One of her most celebrated novels is The Stone Carvers (2001), a global bestseller that was a finalist for the Giller Prize and the Governor General’s Award. Urquhart’s recognition is truly international. She won France’s Best Foreign Book Award and was a finalist for both the International IMPAC Dublin Literary Award and the Commonwealth Writers’ Prize.

Now 65, Urquhart says she’s reached a liberating stage where her chief concern is to please herself. She joked: “I didn’t think at all until the later drafts [of The Night Stages] about the reader. I was utterly selfish, I guess, is the real truth. I wanted to make sure whatever went into this book was truly, truly something I cared deeply about.”

Urquhart said she’s always regarded writing as a vocation rather than a career.

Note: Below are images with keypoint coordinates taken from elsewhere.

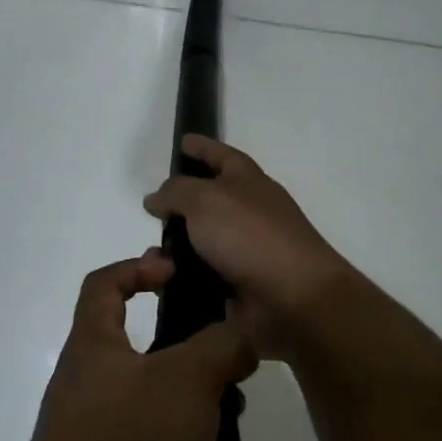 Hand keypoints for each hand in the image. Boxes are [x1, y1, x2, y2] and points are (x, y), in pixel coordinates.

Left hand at [15, 255, 259, 440]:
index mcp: (96, 347)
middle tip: (237, 384)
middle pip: (152, 360)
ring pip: (170, 422)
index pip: (104, 285)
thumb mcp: (185, 379)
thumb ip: (220, 346)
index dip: (137, 267)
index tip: (178, 273)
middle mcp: (94, 390)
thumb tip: (242, 332)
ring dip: (214, 437)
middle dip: (201, 372)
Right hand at [143, 136, 353, 359]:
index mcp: (247, 181)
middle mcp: (248, 211)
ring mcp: (245, 250)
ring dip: (173, 249)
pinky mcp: (239, 286)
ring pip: (199, 243)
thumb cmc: (250, 236)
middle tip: (151, 209)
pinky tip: (160, 282)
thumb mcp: (205, 199)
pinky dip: (181, 279)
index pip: (221, 155)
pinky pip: (200, 277)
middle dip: (179, 204)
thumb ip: (175, 192)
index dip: (202, 146)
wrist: (293, 299)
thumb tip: (156, 197)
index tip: (182, 141)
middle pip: (208, 200)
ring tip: (148, 257) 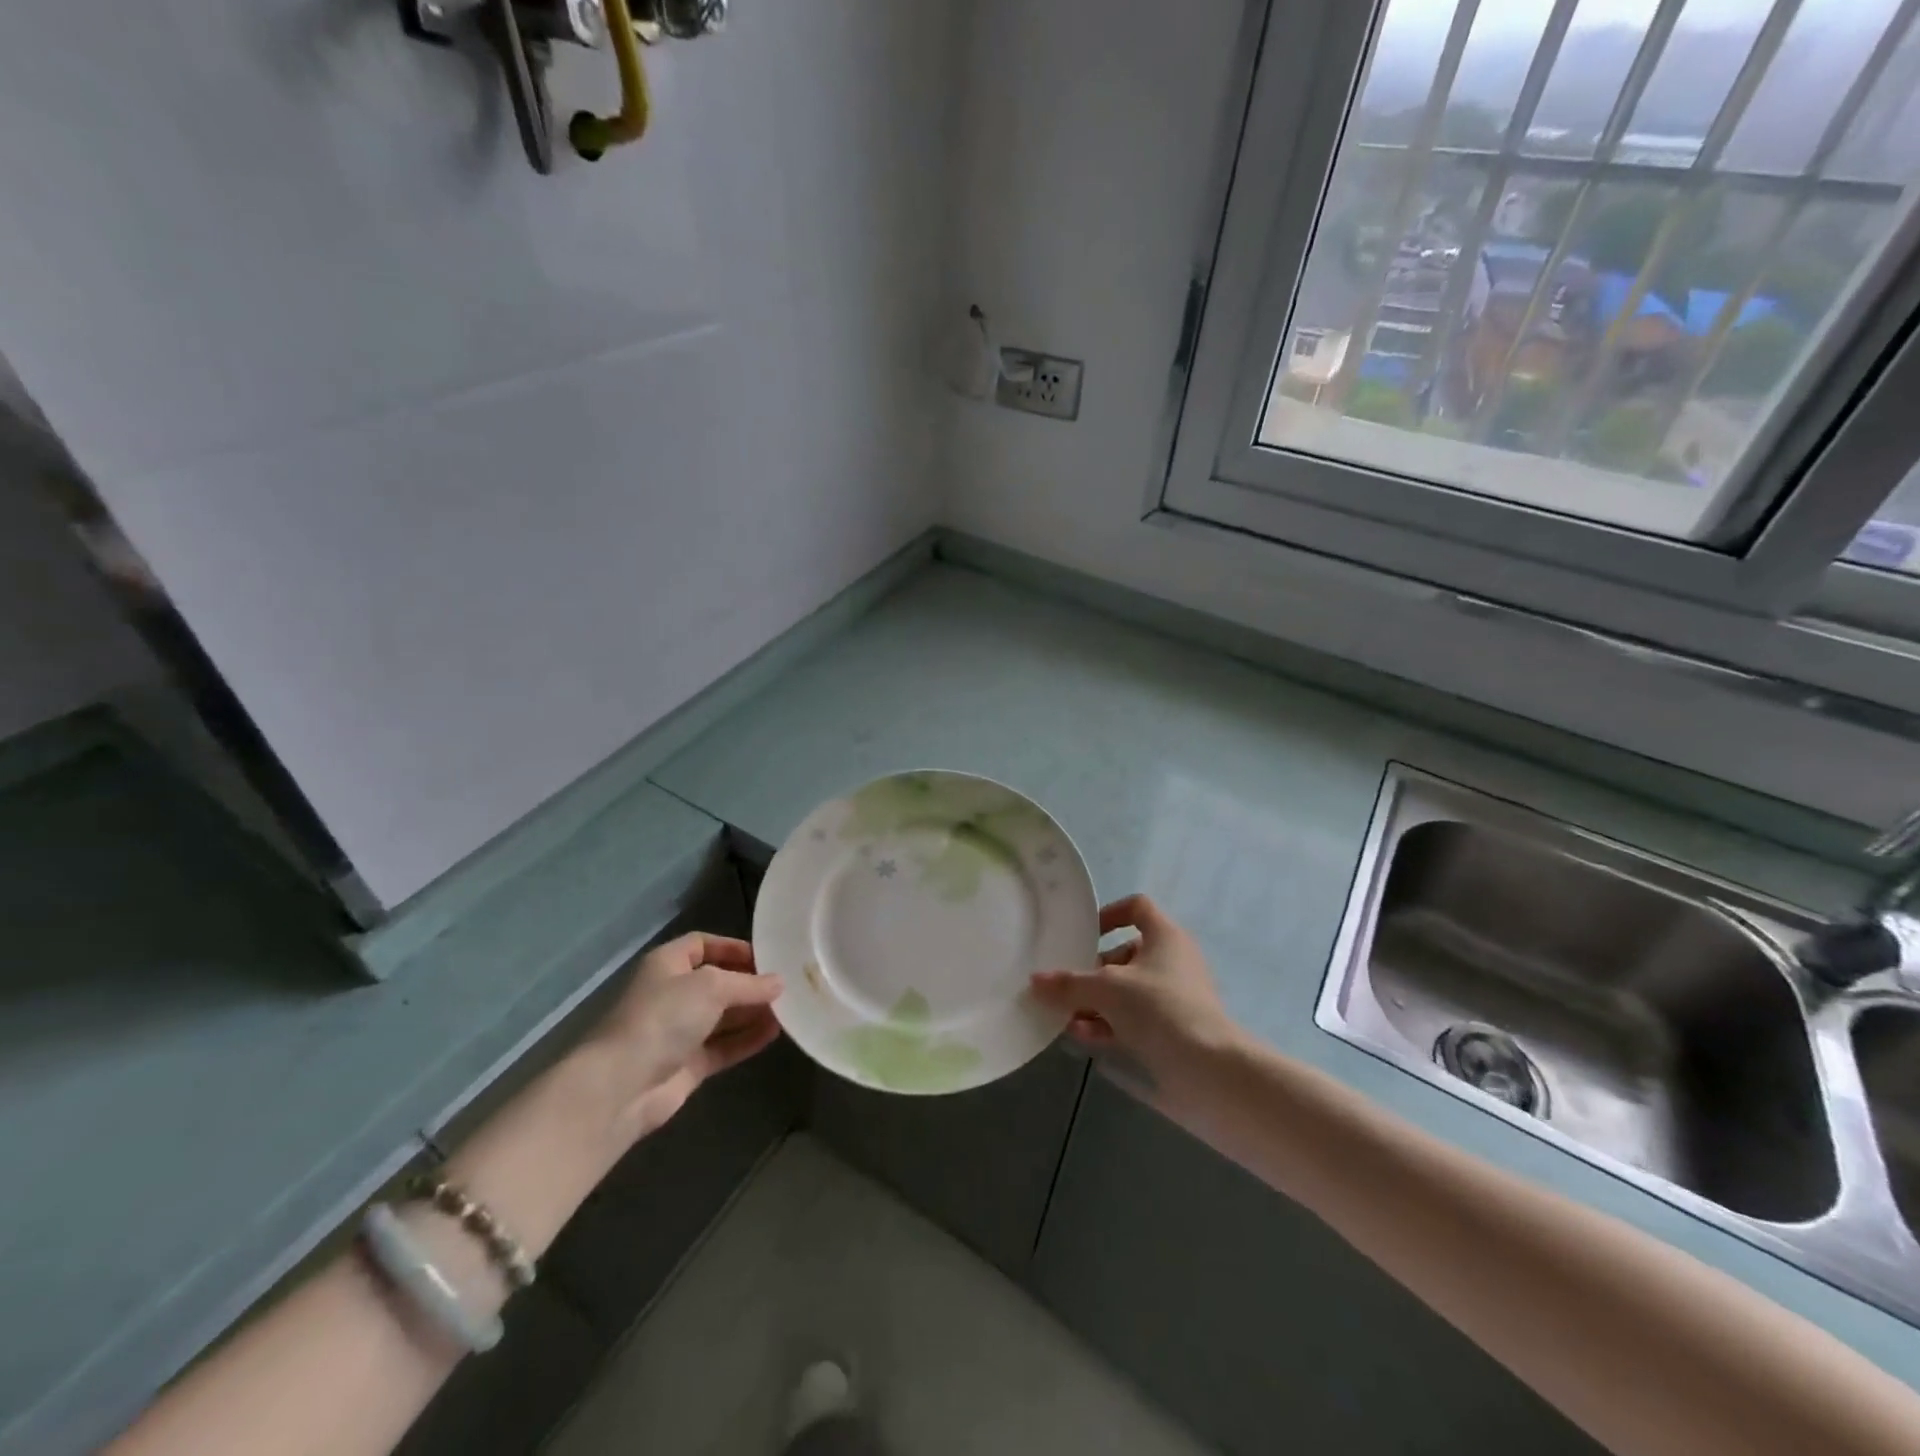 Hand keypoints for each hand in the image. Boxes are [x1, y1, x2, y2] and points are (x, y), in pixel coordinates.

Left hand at [588, 933, 783, 1136]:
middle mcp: (672, 994)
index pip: (702, 944)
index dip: (732, 947)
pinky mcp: (688, 1064)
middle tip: (785, 986)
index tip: (766, 957)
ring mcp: (679, 1031)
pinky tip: (774, 1033)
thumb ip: (749, 984)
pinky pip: (724, 1046)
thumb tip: (779, 983)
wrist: (622, 1086)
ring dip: (752, 1012)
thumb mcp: (711, 987)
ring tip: (788, 1008)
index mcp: (667, 964)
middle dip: (749, 983)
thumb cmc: (664, 1018)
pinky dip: (747, 1039)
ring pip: (723, 1016)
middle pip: (717, 981)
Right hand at [1030, 894, 1244, 1107]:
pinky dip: (1108, 1024)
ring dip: (1095, 1002)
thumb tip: (1035, 980)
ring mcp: (1174, 998)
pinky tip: (1081, 1036)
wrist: (1209, 1070)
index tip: (1084, 934)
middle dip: (1092, 970)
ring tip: (1065, 1016)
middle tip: (1065, 984)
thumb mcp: (1107, 990)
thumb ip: (1069, 984)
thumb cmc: (1159, 1009)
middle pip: (1125, 954)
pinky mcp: (1172, 1031)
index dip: (1109, 914)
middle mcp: (1172, 961)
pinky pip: (1132, 1019)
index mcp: (1165, 937)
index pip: (1137, 908)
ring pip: (1126, 991) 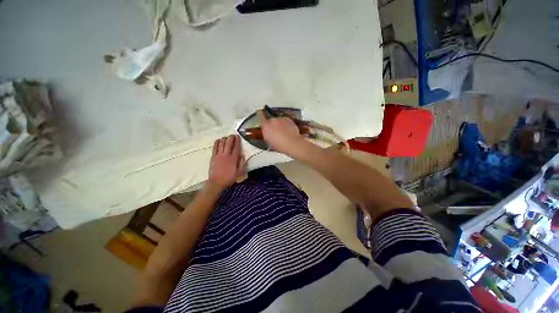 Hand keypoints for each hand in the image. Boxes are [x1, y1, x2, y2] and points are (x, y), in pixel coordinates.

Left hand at [208, 135, 245, 189]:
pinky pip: (215, 148)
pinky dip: (216, 143)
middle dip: (231, 137)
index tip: (238, 136)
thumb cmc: (229, 178)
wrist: (217, 182)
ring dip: (224, 139)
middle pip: (228, 143)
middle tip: (232, 135)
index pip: (236, 147)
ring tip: (226, 137)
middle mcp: (226, 155)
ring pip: (221, 144)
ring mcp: (219, 155)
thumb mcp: (239, 172)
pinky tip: (218, 140)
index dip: (237, 141)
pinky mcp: (213, 157)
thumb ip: (242, 163)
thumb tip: (242, 155)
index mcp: (233, 159)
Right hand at [257, 110, 304, 154]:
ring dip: (280, 124)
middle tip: (276, 132)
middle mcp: (272, 120)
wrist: (291, 143)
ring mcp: (280, 119)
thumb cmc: (280, 145)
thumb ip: (266, 134)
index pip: (261, 116)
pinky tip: (288, 131)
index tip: (259, 112)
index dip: (260, 114)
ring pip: (278, 120)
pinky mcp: (288, 119)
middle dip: (272, 125)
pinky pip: (285, 120)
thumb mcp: (269, 141)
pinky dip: (286, 124)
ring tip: (283, 133)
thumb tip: (268, 133)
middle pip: (271, 120)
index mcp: (265, 126) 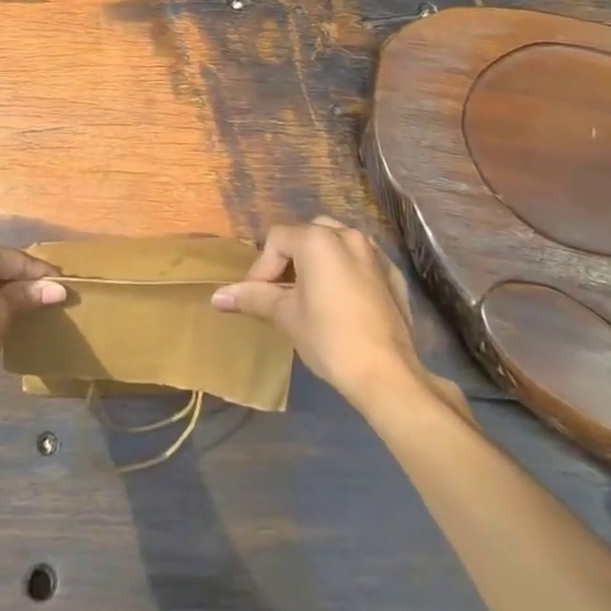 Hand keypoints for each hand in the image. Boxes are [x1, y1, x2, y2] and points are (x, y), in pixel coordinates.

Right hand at [213, 216, 437, 406]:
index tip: (257, 298)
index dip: (262, 267)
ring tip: (310, 296)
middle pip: (307, 235)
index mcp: (317, 239)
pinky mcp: (393, 276)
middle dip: (290, 260)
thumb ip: (253, 297)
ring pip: (337, 244)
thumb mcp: (286, 316)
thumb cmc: (329, 339)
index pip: (277, 240)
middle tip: (281, 292)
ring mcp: (374, 254)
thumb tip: (217, 296)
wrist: (387, 375)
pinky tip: (343, 302)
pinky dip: (347, 273)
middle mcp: (346, 235)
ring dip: (319, 263)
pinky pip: (362, 263) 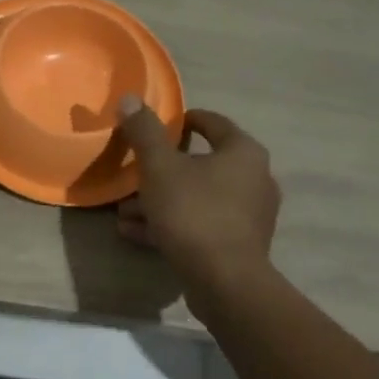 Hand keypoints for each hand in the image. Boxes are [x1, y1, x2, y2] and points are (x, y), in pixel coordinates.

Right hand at [115, 97, 280, 309]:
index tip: (155, 128)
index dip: (182, 121)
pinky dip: (171, 224)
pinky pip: (200, 224)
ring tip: (124, 212)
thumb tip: (129, 98)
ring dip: (159, 201)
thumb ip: (143, 132)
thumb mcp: (160, 168)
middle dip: (160, 171)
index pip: (212, 123)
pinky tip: (136, 233)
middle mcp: (255, 178)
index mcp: (243, 152)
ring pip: (196, 198)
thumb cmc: (193, 212)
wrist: (225, 281)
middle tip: (132, 176)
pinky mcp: (239, 244)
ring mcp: (249, 215)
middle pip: (201, 164) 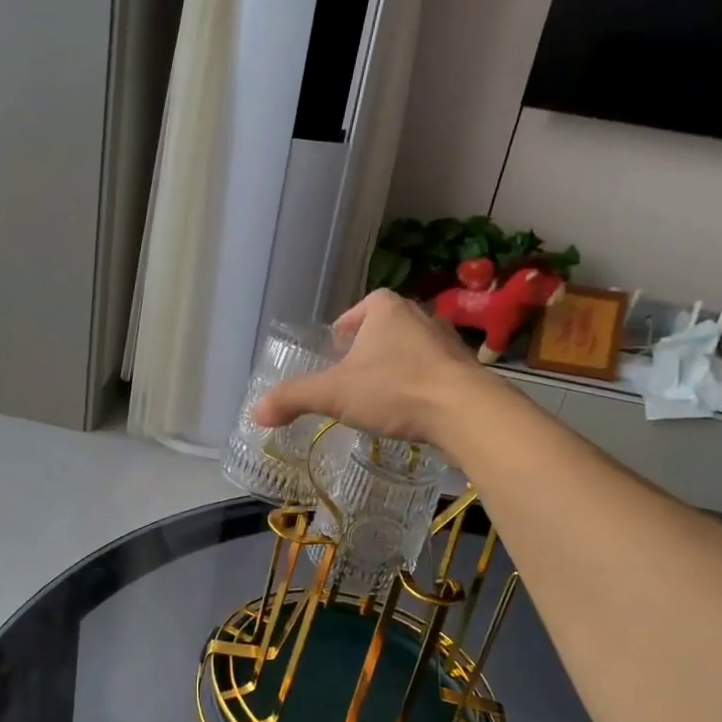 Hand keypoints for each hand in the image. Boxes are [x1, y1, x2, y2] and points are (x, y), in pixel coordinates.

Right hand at [251, 290, 493, 449]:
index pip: (358, 311)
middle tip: (351, 379)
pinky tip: (410, 411)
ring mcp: (446, 341)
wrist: (465, 411)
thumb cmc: (394, 389)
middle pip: (384, 330)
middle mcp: (419, 315)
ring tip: (380, 397)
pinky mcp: (465, 370)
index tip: (335, 352)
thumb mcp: (334, 394)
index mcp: (386, 308)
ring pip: (409, 351)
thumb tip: (255, 412)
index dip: (344, 329)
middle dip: (368, 351)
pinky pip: (432, 373)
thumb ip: (293, 399)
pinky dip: (418, 387)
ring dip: (394, 369) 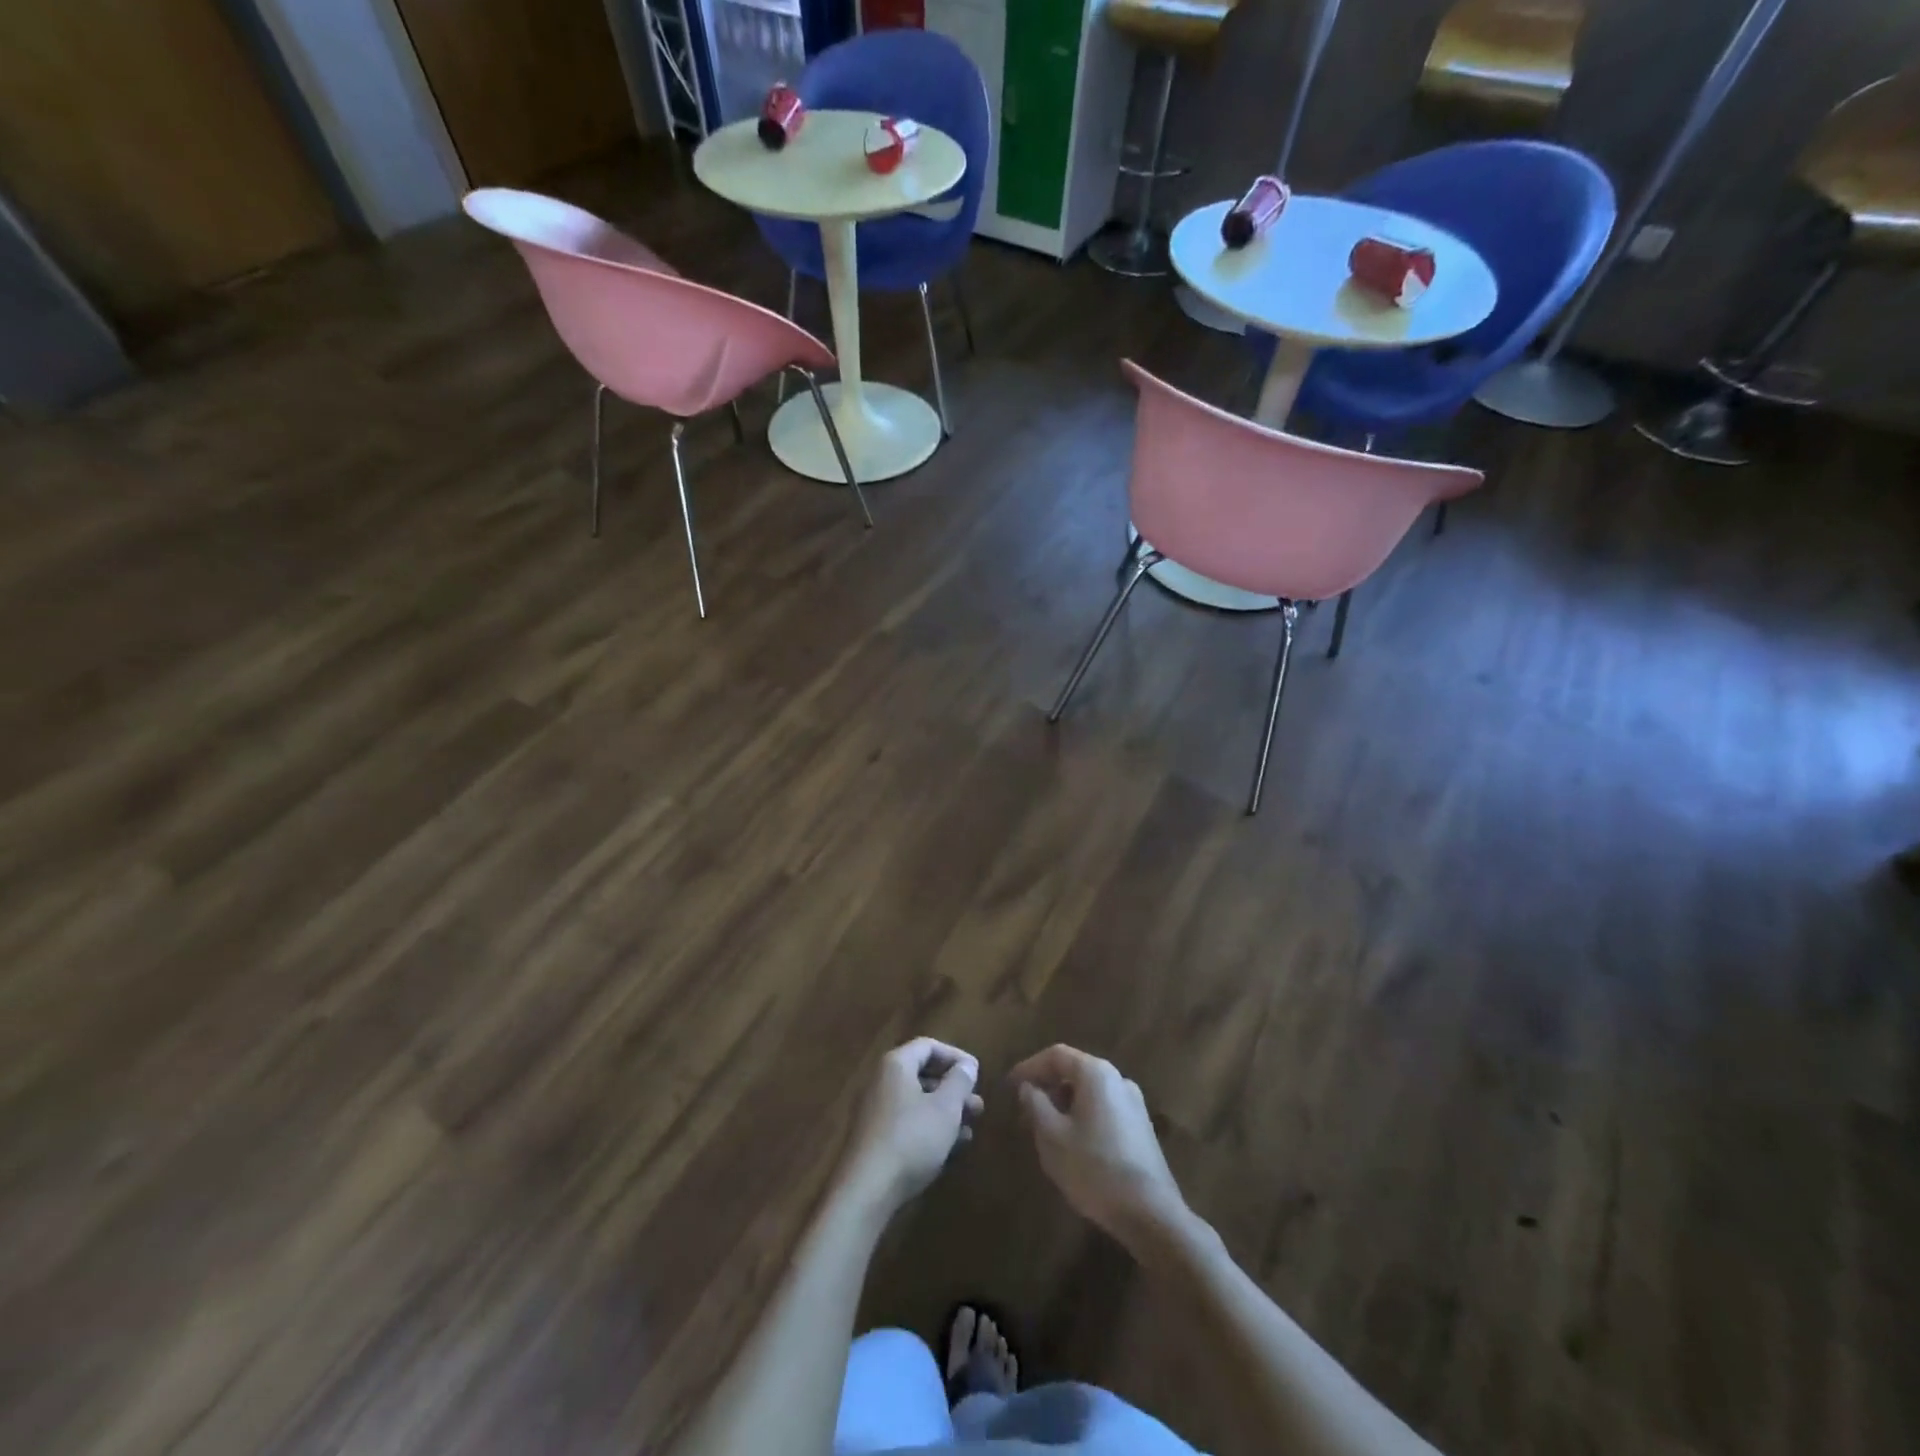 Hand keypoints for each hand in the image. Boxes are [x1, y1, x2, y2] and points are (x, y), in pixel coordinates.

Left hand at [840, 1038, 983, 1216]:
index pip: (928, 1046)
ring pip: (918, 1103)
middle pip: (923, 1075)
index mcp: (896, 1065)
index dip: (956, 1056)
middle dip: (954, 1089)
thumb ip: (959, 1081)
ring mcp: (877, 1112)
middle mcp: (883, 1082)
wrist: (867, 1191)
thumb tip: (967, 1065)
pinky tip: (952, 1148)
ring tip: (970, 1129)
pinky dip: (931, 1130)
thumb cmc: (911, 1138)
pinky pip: (909, 1124)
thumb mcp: (945, 1107)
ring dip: (946, 1113)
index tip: (976, 1074)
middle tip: (977, 1105)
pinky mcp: (877, 1140)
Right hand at [1010, 1045, 1190, 1255]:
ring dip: (1064, 1102)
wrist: (1150, 1213)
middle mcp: (1118, 1079)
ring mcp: (1134, 1103)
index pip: (1056, 1055)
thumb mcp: (1052, 1137)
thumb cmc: (1094, 1168)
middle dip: (1047, 1086)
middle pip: (1075, 1070)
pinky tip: (1073, 1143)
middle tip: (1025, 1108)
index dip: (1029, 1066)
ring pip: (1089, 1092)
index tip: (1010, 1085)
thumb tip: (1028, 1087)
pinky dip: (1082, 1115)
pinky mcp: (1141, 1127)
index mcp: (1096, 1073)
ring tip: (1045, 1128)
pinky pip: (1104, 1109)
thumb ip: (1035, 1104)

There is a difference.

“[It’s a vocation] as opposed to the side that pays attention to who’s on what prize list and who’s top dog and all that,” Urquhart said.

“The compelling part of being a writer is having this crazy vocation. And it means you write, regardless. It means you take it when it’s good and embrace it. And you have to be able to know you’re still a writer, even if things are not going as well as you hoped on the outside world.”